Congressional committee continues to investigate the risks of per- and polyfluoroalkyl (PFAS) forever chemicals. An initial hearing in March focused on human health, a second hearing in July considered communities and the third hearing in September addressed corporate accountability.
PFAS are chemicals designed to be resistant to degradation, and are used as fire retardants and for stain protection, non-slip surfaces and food protection purposes under the brand names of Teflon and Scotchguard. They are termed ‘forever chemicals’ and are now present in natural water, drinking water and in the blood of more than 99% of Americans.
The risks and impact of these chemicals was not well understood when the Clean Water Act of 1972 was written and now is the time for a better understanding of the impact and risks and the potential control and remediation options. The Trump administration is resisting these efforts.
The Boulder Creek watershed has two sites with measurable PFAS contamination.

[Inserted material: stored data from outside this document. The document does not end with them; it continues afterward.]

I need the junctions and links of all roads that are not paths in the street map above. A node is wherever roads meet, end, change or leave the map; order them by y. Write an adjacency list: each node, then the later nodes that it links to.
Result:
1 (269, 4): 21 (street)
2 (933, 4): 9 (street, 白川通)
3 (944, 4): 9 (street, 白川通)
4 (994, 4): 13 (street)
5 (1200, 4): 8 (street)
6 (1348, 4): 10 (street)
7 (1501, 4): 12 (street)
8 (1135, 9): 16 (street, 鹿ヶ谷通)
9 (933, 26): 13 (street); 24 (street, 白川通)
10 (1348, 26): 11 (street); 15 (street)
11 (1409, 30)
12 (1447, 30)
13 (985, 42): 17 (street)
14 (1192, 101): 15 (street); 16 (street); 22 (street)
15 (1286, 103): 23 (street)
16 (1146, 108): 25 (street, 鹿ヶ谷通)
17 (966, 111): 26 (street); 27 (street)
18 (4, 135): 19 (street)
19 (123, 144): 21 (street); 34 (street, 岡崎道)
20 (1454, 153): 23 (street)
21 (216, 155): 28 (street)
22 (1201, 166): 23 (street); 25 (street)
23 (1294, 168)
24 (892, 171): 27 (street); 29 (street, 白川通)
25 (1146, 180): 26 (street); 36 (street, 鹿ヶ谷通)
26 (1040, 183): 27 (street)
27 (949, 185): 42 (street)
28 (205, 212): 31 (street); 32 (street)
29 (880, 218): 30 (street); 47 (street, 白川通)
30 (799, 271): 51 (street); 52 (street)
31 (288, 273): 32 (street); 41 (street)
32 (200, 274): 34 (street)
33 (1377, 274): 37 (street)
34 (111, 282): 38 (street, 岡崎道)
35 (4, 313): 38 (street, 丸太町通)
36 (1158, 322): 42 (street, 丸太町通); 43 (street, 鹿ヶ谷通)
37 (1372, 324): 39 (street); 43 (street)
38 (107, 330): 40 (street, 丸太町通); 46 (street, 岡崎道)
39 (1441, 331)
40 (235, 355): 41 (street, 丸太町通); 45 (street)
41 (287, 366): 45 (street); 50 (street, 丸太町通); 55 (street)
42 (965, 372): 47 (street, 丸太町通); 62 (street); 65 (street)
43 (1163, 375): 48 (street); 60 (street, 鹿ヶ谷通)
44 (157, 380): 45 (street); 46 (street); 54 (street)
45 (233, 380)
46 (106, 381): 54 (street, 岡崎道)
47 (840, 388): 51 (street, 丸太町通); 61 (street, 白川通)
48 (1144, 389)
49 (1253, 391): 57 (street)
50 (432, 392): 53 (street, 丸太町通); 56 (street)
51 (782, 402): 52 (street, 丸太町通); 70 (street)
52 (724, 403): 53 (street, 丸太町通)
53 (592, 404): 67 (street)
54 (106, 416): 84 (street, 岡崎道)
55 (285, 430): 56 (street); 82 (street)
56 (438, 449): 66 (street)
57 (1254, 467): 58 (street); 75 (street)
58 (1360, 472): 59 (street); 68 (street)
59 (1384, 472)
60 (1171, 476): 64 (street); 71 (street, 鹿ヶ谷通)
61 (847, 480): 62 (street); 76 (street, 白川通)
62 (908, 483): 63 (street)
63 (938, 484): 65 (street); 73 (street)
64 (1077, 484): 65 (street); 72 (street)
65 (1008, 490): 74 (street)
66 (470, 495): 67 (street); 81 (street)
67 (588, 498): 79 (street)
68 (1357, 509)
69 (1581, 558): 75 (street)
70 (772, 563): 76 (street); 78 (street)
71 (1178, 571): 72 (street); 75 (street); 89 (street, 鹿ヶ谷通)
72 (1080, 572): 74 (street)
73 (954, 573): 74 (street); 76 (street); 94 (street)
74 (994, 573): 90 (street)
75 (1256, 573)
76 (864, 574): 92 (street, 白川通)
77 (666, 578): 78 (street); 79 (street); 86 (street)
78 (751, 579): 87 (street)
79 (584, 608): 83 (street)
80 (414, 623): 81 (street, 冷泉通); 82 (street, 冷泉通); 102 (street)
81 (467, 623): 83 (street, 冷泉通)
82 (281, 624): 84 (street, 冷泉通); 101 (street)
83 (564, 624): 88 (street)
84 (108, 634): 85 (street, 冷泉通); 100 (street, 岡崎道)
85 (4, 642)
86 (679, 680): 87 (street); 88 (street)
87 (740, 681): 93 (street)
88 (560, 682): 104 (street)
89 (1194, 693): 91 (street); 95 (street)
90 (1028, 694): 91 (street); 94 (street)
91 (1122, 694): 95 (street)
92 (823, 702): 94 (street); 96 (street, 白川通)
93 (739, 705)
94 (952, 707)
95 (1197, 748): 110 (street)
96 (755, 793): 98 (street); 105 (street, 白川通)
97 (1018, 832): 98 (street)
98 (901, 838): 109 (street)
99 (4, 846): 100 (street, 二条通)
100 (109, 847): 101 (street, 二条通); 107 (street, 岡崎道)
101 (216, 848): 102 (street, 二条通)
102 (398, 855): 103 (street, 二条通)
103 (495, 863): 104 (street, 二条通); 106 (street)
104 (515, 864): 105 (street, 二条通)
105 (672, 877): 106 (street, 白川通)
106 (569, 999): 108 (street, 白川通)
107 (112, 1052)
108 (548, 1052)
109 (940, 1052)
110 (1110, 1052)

House Committee on Oversight and Reform – PFAS Contamination and the Need for Corporate Accountability September 11, 2019
Boulder Waterkeeper attended the initial Colorado Department of Public Health & Environment (CDPHE) work group developing a narrative policy on per- and polyfluoroalkyl substances (PFAS) contaminants. Attended by over 60 individuals representing government agencies, municipalities, airports, industry, legal, water treatment, environment advocates and concerned citizens the work group is targeting a proposed policy for PFAS monitoring and management that will be presented for adoption at the Colorado Water Quality Control Commission in May 2020. PFAS are a emerging contaminate related to fire retardants and household products that the EPA has declared toxic. There are two known PFAS sites in the Boulder Creek watershed, the extent and severity of contamination statewide is unknown. CDPHE is moving forward to engage the public with a fine balance between attention and anxiety.